Saved data entries

Start of Block

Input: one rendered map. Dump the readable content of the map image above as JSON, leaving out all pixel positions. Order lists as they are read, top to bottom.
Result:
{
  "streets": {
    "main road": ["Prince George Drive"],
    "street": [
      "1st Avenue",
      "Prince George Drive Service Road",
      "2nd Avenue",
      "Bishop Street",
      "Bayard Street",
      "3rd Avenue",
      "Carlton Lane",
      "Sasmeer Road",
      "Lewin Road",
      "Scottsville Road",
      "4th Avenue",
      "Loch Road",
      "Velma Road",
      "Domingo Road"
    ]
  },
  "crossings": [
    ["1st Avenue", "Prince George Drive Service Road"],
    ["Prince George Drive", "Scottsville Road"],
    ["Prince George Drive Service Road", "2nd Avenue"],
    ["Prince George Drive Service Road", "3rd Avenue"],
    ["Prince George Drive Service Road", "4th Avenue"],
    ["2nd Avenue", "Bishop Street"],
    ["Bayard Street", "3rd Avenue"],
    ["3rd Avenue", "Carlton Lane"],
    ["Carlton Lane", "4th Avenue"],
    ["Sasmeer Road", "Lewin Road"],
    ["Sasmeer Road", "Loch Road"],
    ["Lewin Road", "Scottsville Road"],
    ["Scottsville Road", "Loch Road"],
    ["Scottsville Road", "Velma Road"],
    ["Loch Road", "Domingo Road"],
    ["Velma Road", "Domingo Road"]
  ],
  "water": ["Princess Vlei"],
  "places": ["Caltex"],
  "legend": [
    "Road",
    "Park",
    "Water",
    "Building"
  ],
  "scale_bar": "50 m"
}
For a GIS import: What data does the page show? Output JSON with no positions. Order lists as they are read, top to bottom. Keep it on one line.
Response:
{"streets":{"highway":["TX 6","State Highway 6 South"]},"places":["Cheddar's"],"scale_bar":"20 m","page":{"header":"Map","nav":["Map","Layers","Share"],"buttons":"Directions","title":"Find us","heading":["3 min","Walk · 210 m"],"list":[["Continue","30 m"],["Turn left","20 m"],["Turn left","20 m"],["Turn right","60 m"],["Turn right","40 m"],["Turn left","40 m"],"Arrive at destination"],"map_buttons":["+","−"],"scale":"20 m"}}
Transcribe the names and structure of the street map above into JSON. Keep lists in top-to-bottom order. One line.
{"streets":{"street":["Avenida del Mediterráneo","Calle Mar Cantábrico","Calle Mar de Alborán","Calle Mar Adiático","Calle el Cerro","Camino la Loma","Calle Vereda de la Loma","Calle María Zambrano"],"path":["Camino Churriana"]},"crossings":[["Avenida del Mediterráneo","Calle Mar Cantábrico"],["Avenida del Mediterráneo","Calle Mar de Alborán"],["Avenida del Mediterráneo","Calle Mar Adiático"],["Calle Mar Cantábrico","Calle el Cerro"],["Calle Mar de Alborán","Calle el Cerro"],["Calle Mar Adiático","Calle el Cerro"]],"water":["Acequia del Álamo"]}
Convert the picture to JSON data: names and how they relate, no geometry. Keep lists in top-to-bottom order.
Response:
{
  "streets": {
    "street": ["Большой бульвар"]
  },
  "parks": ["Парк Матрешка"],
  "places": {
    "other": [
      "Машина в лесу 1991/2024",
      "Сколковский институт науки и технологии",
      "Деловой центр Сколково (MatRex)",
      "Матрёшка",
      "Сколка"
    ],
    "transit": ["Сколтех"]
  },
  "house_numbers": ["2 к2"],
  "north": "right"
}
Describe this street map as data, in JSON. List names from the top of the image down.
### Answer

End of Block

**About this task**. Of the lines above, copy each that contains "image".

**Solution to the exercise**.
Input: one rendered map. Dump the readable content of the map image above as JSON, leaving out all pixel positions. Order lists as they are read, top to bottom.
Describe this street map as data, in JSON. List names from the top of the image down.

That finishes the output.